ACTIVITY:
An exact copy of the data is needed, one that excludes all pictures.

BEGIN

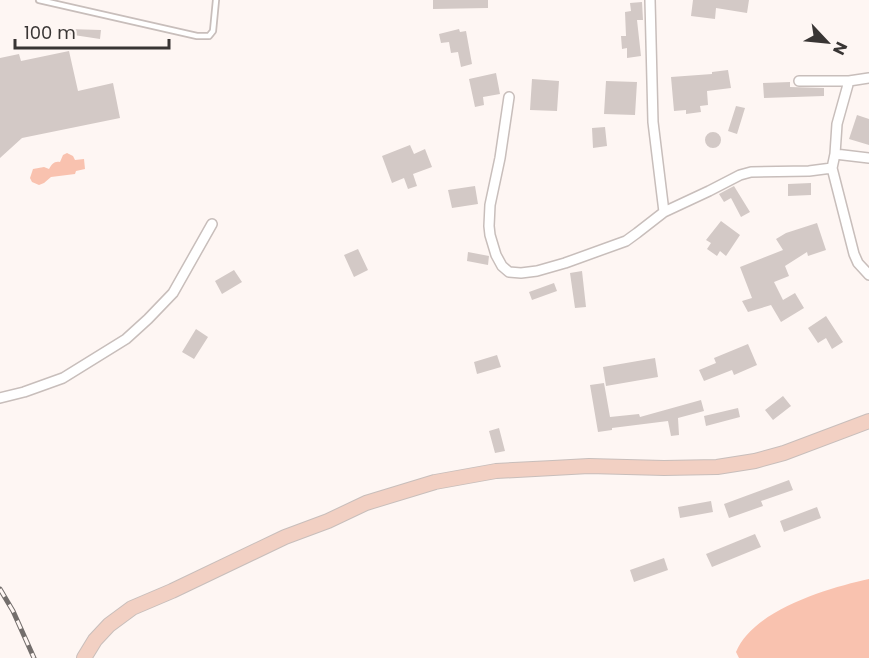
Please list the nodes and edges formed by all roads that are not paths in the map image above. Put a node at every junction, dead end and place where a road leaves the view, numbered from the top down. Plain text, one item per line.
1 (39, 0) edge
2 (216, 0) edge
3 (650, 0) edge
4 (869, 78) edge
5 (799, 81) dead end
6 (849, 81) junction
7 (509, 97) dead end
8 (835, 154) junction
9 (869, 158) edge
10 (832, 168) junction
11 (664, 212) junction
12 (212, 224) dead end
13 (869, 275) edge
14 (0, 398) edge
15 (869, 422) edge
16 (84, 658) edge

1 - 2 lane
3 - 11 street
4 - 6 street
5 - 6 street
6 - 8 street
7 - 11 street
8 - 9 street
8 - 10 street
10 - 11 street
10 - 13 street
12 - 14 street
15 - 16 main road

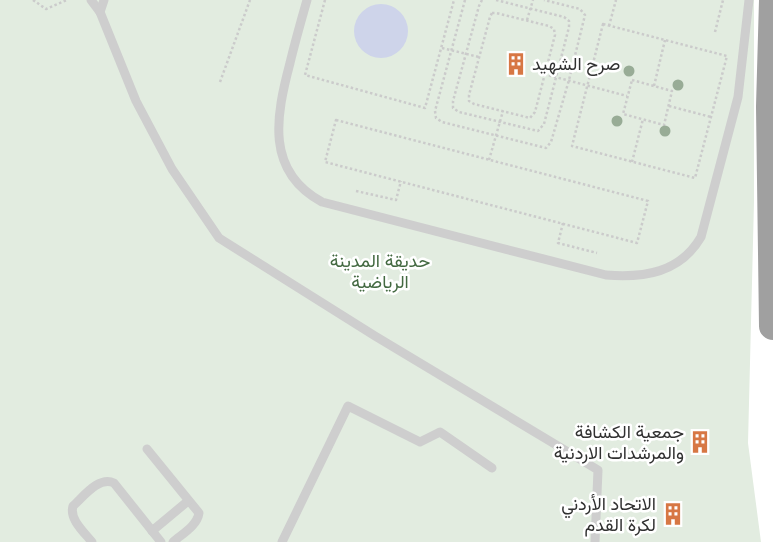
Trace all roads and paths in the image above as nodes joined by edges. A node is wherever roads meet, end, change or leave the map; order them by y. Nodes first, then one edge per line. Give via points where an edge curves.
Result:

END

EXERCISE RESPONSE:
Please list the nodes and edges formed by all roads that are not paths in the map image above. Put a node at every junction, dead end and place where a road leaves the view, numbered from the top down. Plain text, one item per line.
1 (39, 0) edge
2 (216, 0) edge
3 (650, 0) edge
4 (869, 78) edge
5 (799, 81) dead end
6 (849, 81) junction
7 (509, 97) dead end
8 (835, 154) junction
9 (869, 158) edge
10 (832, 168) junction
11 (664, 212) junction
12 (212, 224) dead end
13 (869, 275) edge
14 (0, 398) edge
15 (869, 422) edge
16 (84, 658) edge

1 - 2 lane
3 - 11 street
4 - 6 street
5 - 6 street
6 - 8 street
7 - 11 street
8 - 9 street
8 - 10 street
10 - 11 street
10 - 13 street
12 - 14 street
15 - 16 main road

Trace all roads and paths in the image above as nodes joined by edges. A node is wherever roads meet, end, change or leave the map; order them by y. Nodes first, then one edge per line. Give via points where an edge curves.
Result:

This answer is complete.